Except for the pictures, output the records in full and exactly.

-------- DATA

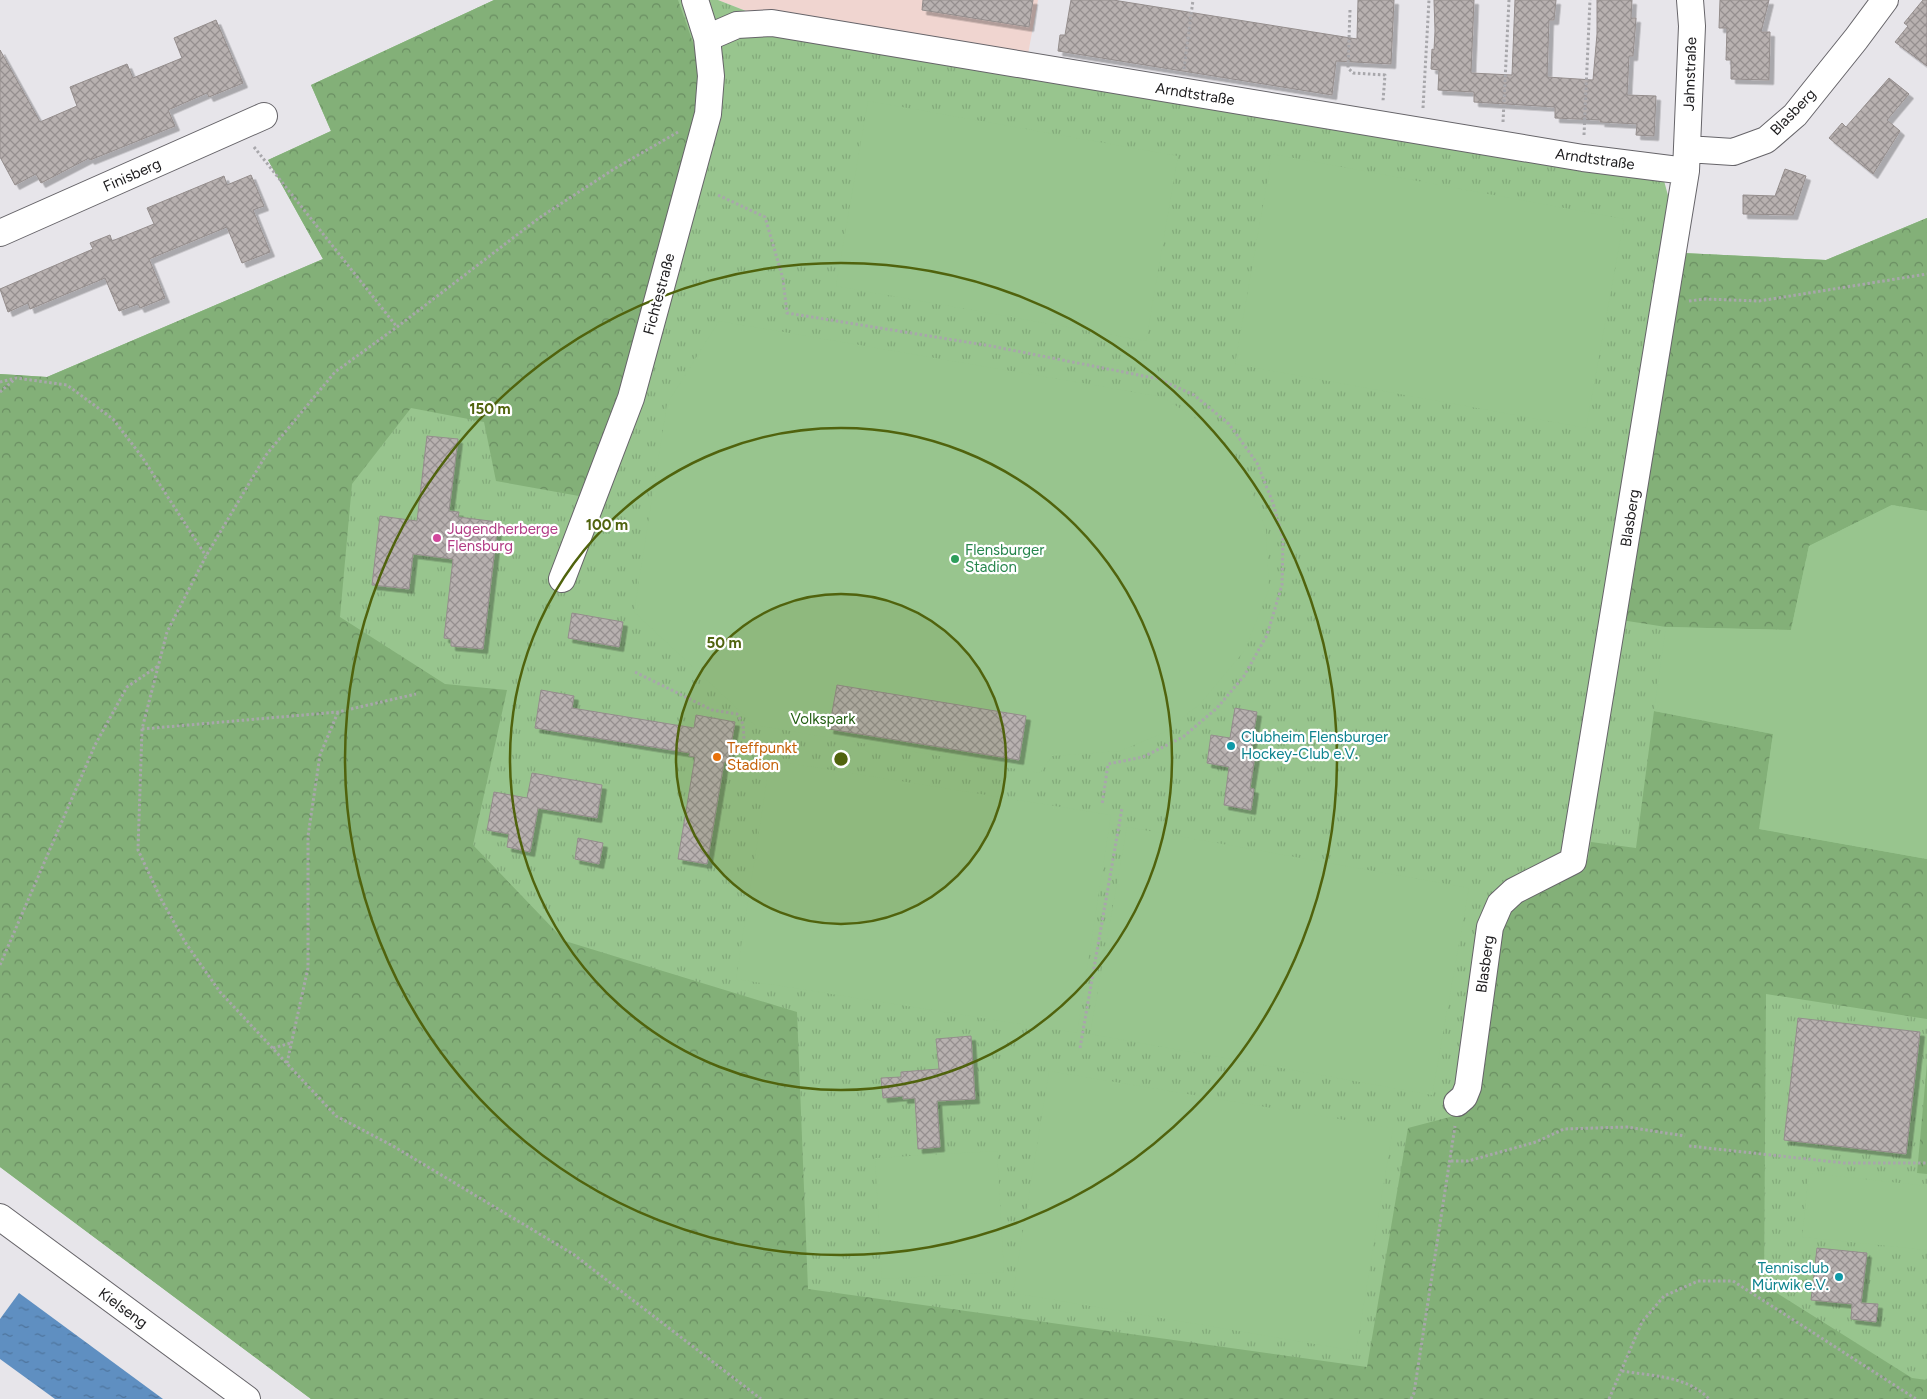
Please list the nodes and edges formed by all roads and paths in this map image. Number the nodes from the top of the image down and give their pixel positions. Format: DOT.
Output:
graph roads {
  1 [pos="695,0"];
  2 [pos="1193,0"];
  3 [pos="1429,0"];
  4 [pos="1509,0"];
  5 [pos="1590,0"];
  6 [pos="1690,0"];
  7 [pos="1885,0"];
  8 [pos="1350,10"];
  9 [pos="706,38"];
  10 [pos="1385,74"];
  11 [pos="1182,91"];
  12 [pos="708,114"];
  13 [pos="264,116"];
  14 [pos="238,128"];
  15 [pos="1422,131"];
  16 [pos="1502,145"];
  17 [pos="1583,158"];
  18 [pos="1687,160"];
  19 [pos="718,195"];
  20 [pos="0,233"];
  21 [pos="1927,274"];
  22 [pos="1666,303"];
  23 [pos="397,327"];
  24 [pos="16,378"];
  25 [pos="0,382"];
  26 [pos="0,392"];
  27 [pos="206,556"];
  28 [pos="562,579"];
  29 [pos="158,666"];
  30 [pos="635,672"];
  31 [pos="416,694"];
  32 [pos="338,712"];
  33 [pos="142,729"];
  34 [pos="744,739"];
  35 [pos="1102,805"];
  36 [pos="1122,808"];
  37 [pos="0,966"];
  38 [pos="291,1043"];
  39 [pos="272,1048"];
  40 [pos="1080,1048"];
  41 [pos="286,1064"];
  42 [pos="1456,1103"];
  43 [pos="1685,1136"];
  44 [pos="1689,1146"];
  45 [pos="1451,1161"];
  46 [pos="1927,1163"];
  47 [pos="0,1217"];
  48 [pos="1622,1371"];
  49 [pos="247,1399"];
  50 [pos="761,1399"];
  51 [pos="1411,1399"];
  52 [pos="1609,1399"];
  53 [pos="1709,1399"];
  54 [pos="1916,1399"];
  1 -- 9 [label="street, Fichtestraße"];
  2 -- 11 [label="path"];
  3 -- 15 [label="path"];
  4 -- 16 [label="path"];
  5 -- 17 [label="path"];
  6 -- 18 [label="street, Jahnstraße"];
  7 -- 18 [label="street, Blasberg"];
  8 -- 10 [label="path"];
  9 -- 11 [label="street, Arndtstraße"];
  9 -- 12 [label="street, Fichtestraße"];
  11 -- 15 [label="street, Arndtstraße"];
  12 -- 23 [label="path"];
  12 -- 28 [label="street, Fichtestraße"];
  13 -- 14 [label="street, Finisberg"];
  14 -- 20 [label="street, Finisberg"];
  14 -- 23 [label="path"];
  15 -- 16 [label="street, Arndtstraße"];
  16 -- 17 [label="street, Arndtstraße"];
  17 -- 18 [label="street, Arndtstraße"];
  18 -- 22 [label="street, Blasberg"];
  19 -- 35 [label="path"];
  21 -- 22 [label="path"];
  22 -- 42 [label="street, Blasberg"];
  23 -- 27 [label="path"];
  24 -- 25 [label="path"];
  24 -- 26 [label="path"];
  24 -- 27 [label="path"];
  27 -- 29 [label="path"];
  29 -- 33 [label="path"];
  29 -- 37 [label="path"];
  30 -- 34 [label="path"];
  31 -- 32 [label="path"];
  32 -- 33 [label="path"];
  32 -- 38 [label="path"];
  33 -- 39 [label="path"];
  36 -- 40 [label="path"];
  38 -- 39 [label="path"];
  38 -- 41 [label="path"];
  39 -- 41 [label="path"];
  41 -- 50 [label="path"];
  42 -- 45 [label="path"];
  43 -- 45 [label="path"];
  44 -- 46 [label="path"];
  45 -- 51 [label="path"];
  47 -- 49 [label="street, Kielseng"];
  48 -- 52 [label="path"];
  48 -- 53 [label="path"];
  48 -- 54 [label="path"];
}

----------------

_TASK RESULT:_
Please list the nodes and edges formed by all roads and paths in this map image. Number the nodes from the top of the image down and give their pixel positions. Format: DOT.
Output:
graph roads {
  1 [pos="695,0"];
  2 [pos="1193,0"];
  3 [pos="1429,0"];
  4 [pos="1509,0"];
  5 [pos="1590,0"];
  6 [pos="1690,0"];
  7 [pos="1885,0"];
  8 [pos="1350,10"];
  9 [pos="706,38"];
  10 [pos="1385,74"];
  11 [pos="1182,91"];
  12 [pos="708,114"];
  13 [pos="264,116"];
  14 [pos="238,128"];
  15 [pos="1422,131"];
  16 [pos="1502,145"];
  17 [pos="1583,158"];
  18 [pos="1687,160"];
  19 [pos="718,195"];
  20 [pos="0,233"];
  21 [pos="1927,274"];
  22 [pos="1666,303"];
  23 [pos="397,327"];
  24 [pos="16,378"];
  25 [pos="0,382"];
  26 [pos="0,392"];
  27 [pos="206,556"];
  28 [pos="562,579"];
  29 [pos="158,666"];
  30 [pos="635,672"];
  31 [pos="416,694"];
  32 [pos="338,712"];
  33 [pos="142,729"];
  34 [pos="744,739"];
  35 [pos="1102,805"];
  36 [pos="1122,808"];
  37 [pos="0,966"];
  38 [pos="291,1043"];
  39 [pos="272,1048"];
  40 [pos="1080,1048"];
  41 [pos="286,1064"];
  42 [pos="1456,1103"];
  43 [pos="1685,1136"];
  44 [pos="1689,1146"];
  45 [pos="1451,1161"];
  46 [pos="1927,1163"];
  47 [pos="0,1217"];
  48 [pos="1622,1371"];
  49 [pos="247,1399"];
  50 [pos="761,1399"];
  51 [pos="1411,1399"];
  52 [pos="1609,1399"];
  53 [pos="1709,1399"];
  54 [pos="1916,1399"];
  1 -- 9 [label="street, Fichtestraße"];
  2 -- 11 [label="path"];
  3 -- 15 [label="path"];
  4 -- 16 [label="path"];
  5 -- 17 [label="path"];
  6 -- 18 [label="street, Jahnstraße"];
  7 -- 18 [label="street, Blasberg"];
  8 -- 10 [label="path"];
  9 -- 11 [label="street, Arndtstraße"];
  9 -- 12 [label="street, Fichtestraße"];
  11 -- 15 [label="street, Arndtstraße"];
  12 -- 23 [label="path"];
  12 -- 28 [label="street, Fichtestraße"];
  13 -- 14 [label="street, Finisberg"];
  14 -- 20 [label="street, Finisberg"];
  14 -- 23 [label="path"];
  15 -- 16 [label="street, Arndtstraße"];
  16 -- 17 [label="street, Arndtstraße"];
  17 -- 18 [label="street, Arndtstraße"];
  18 -- 22 [label="street, Blasberg"];
  19 -- 35 [label="path"];
  21 -- 22 [label="path"];
  22 -- 42 [label="street, Blasberg"];
  23 -- 27 [label="path"];
  24 -- 25 [label="path"];
  24 -- 26 [label="path"];
  24 -- 27 [label="path"];
  27 -- 29 [label="path"];
  29 -- 33 [label="path"];
  29 -- 37 [label="path"];
  30 -- 34 [label="path"];
  31 -- 32 [label="path"];
  32 -- 33 [label="path"];
  32 -- 38 [label="path"];
  33 -- 39 [label="path"];
  36 -- 40 [label="path"];
  38 -- 39 [label="path"];
  38 -- 41 [label="path"];
  39 -- 41 [label="path"];
  41 -- 50 [label="path"];
  42 -- 45 [label="path"];
  43 -- 45 [label="path"];
  44 -- 46 [label="path"];
  45 -- 51 [label="path"];
  47 -- 49 [label="street, Kielseng"];
  48 -- 52 [label="path"];
  48 -- 53 [label="path"];
  48 -- 54 [label="path"];
}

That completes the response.